» **REQUIRED WORK**
Repeat each record below exactly, dropping the pictures.

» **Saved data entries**
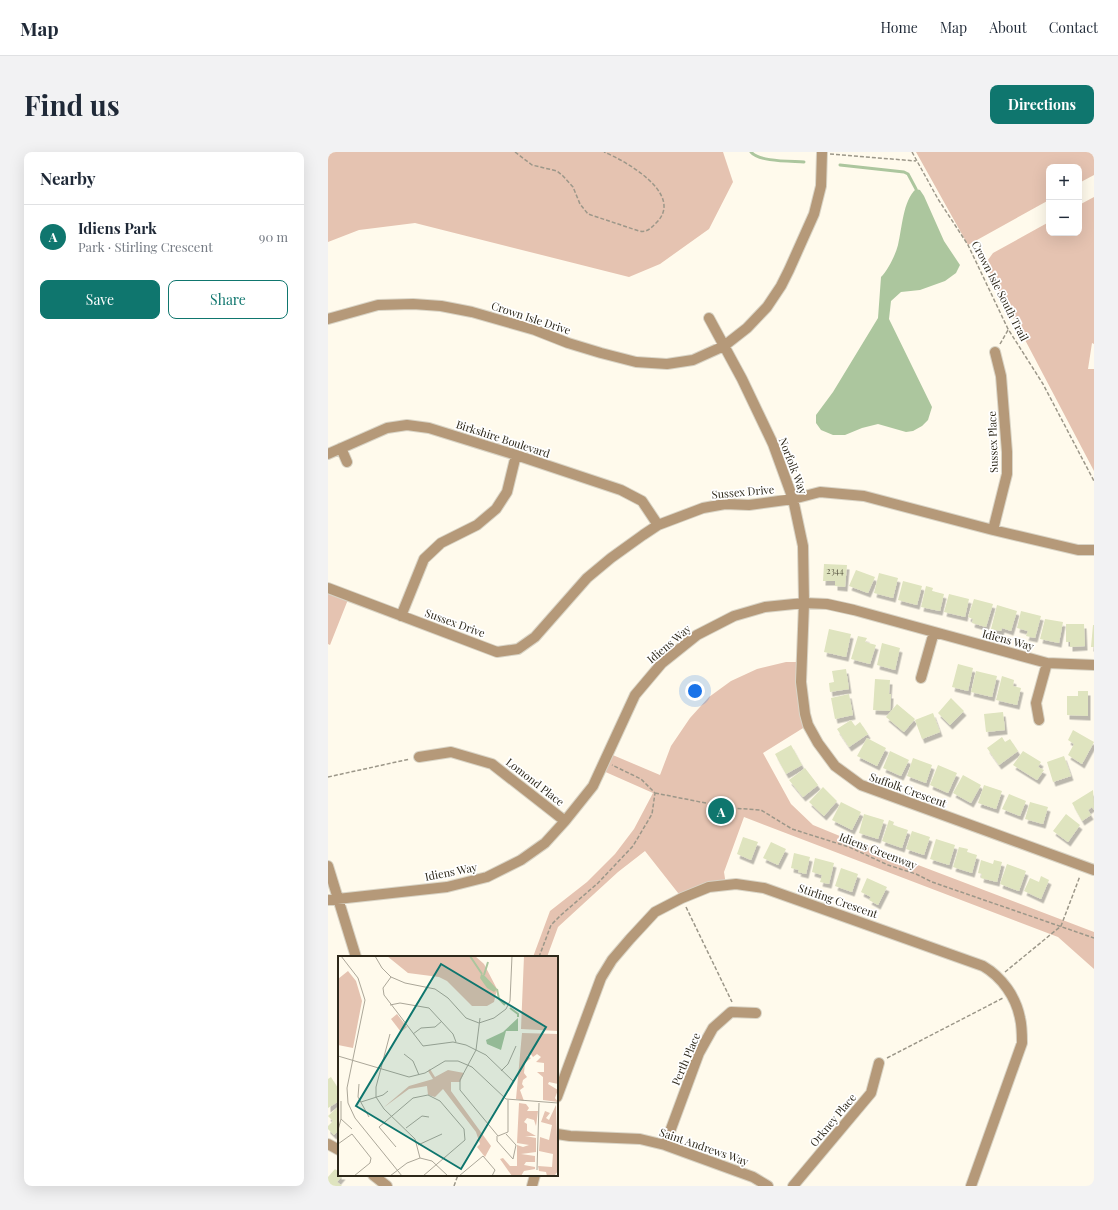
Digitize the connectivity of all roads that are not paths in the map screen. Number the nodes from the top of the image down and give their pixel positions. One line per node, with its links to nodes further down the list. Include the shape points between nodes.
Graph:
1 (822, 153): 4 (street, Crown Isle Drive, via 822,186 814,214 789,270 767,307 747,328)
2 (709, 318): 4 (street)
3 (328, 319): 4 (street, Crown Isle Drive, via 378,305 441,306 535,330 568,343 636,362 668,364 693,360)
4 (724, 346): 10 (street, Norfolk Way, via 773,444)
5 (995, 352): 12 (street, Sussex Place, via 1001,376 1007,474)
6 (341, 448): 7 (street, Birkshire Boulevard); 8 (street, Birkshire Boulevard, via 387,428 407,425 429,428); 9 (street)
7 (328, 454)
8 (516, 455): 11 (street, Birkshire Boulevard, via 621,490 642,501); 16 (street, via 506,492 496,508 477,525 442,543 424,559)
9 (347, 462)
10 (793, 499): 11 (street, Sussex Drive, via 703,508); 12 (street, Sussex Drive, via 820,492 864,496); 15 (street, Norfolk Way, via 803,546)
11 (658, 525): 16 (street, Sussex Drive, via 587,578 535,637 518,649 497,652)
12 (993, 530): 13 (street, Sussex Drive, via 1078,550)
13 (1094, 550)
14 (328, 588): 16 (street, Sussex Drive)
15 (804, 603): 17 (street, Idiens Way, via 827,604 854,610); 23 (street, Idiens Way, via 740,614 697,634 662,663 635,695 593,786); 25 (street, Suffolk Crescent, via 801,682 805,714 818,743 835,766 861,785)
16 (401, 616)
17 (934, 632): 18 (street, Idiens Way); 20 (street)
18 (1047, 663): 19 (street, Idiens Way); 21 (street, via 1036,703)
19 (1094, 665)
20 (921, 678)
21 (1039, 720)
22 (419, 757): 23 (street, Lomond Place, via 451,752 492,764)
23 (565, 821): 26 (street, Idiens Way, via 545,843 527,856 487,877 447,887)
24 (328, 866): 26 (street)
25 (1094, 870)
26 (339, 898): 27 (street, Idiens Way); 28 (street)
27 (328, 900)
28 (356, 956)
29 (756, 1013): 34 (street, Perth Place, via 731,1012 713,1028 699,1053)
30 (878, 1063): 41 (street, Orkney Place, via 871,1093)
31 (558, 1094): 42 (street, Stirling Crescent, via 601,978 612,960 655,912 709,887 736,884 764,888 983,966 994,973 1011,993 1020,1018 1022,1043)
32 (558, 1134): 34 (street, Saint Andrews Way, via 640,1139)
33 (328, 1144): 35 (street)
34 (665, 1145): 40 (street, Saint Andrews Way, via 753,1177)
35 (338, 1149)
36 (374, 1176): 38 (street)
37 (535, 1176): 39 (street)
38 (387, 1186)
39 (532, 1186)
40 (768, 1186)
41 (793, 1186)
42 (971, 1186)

» **FINAL ANSWER**
Digitize the connectivity of all roads that are not paths in the map screen. Number the nodes from the top of the image down and give their pixel positions. One line per node, with its links to nodes further down the list. Include the shape points between nodes.
Graph:
1 (822, 153): 4 (street, Crown Isle Drive, via 822,186 814,214 789,270 767,307 747,328)
2 (709, 318): 4 (street)
3 (328, 319): 4 (street, Crown Isle Drive, via 378,305 441,306 535,330 568,343 636,362 668,364 693,360)
4 (724, 346): 10 (street, Norfolk Way, via 773,444)
5 (995, 352): 12 (street, Sussex Place, via 1001,376 1007,474)
6 (341, 448): 7 (street, Birkshire Boulevard); 8 (street, Birkshire Boulevard, via 387,428 407,425 429,428); 9 (street)
7 (328, 454)
8 (516, 455): 11 (street, Birkshire Boulevard, via 621,490 642,501); 16 (street, via 506,492 496,508 477,525 442,543 424,559)
9 (347, 462)
10 (793, 499): 11 (street, Sussex Drive, via 703,508); 12 (street, Sussex Drive, via 820,492 864,496); 15 (street, Norfolk Way, via 803,546)
11 (658, 525): 16 (street, Sussex Drive, via 587,578 535,637 518,649 497,652)
12 (993, 530): 13 (street, Sussex Drive, via 1078,550)
13 (1094, 550)
14 (328, 588): 16 (street, Sussex Drive)
15 (804, 603): 17 (street, Idiens Way, via 827,604 854,610); 23 (street, Idiens Way, via 740,614 697,634 662,663 635,695 593,786); 25 (street, Suffolk Crescent, via 801,682 805,714 818,743 835,766 861,785)
16 (401, 616)
17 (934, 632): 18 (street, Idiens Way); 20 (street)
18 (1047, 663): 19 (street, Idiens Way); 21 (street, via 1036,703)
19 (1094, 665)
20 (921, 678)
21 (1039, 720)
22 (419, 757): 23 (street, Lomond Place, via 451,752 492,764)
23 (565, 821): 26 (street, Idiens Way, via 545,843 527,856 487,877 447,887)
24 (328, 866): 26 (street)
25 (1094, 870)
26 (339, 898): 27 (street, Idiens Way); 28 (street)
27 (328, 900)
28 (356, 956)
29 (756, 1013): 34 (street, Perth Place, via 731,1012 713,1028 699,1053)
30 (878, 1063): 41 (street, Orkney Place, via 871,1093)
31 (558, 1094): 42 (street, Stirling Crescent, via 601,978 612,960 655,912 709,887 736,884 764,888 983,966 994,973 1011,993 1020,1018 1022,1043)
32 (558, 1134): 34 (street, Saint Andrews Way, via 640,1139)
33 (328, 1144): 35 (street)
34 (665, 1145): 40 (street, Saint Andrews Way, via 753,1177)
35 (338, 1149)
36 (374, 1176): 38 (street)
37 (535, 1176): 39 (street)
38 (387, 1186)
39 (532, 1186)
40 (768, 1186)
41 (793, 1186)
42 (971, 1186)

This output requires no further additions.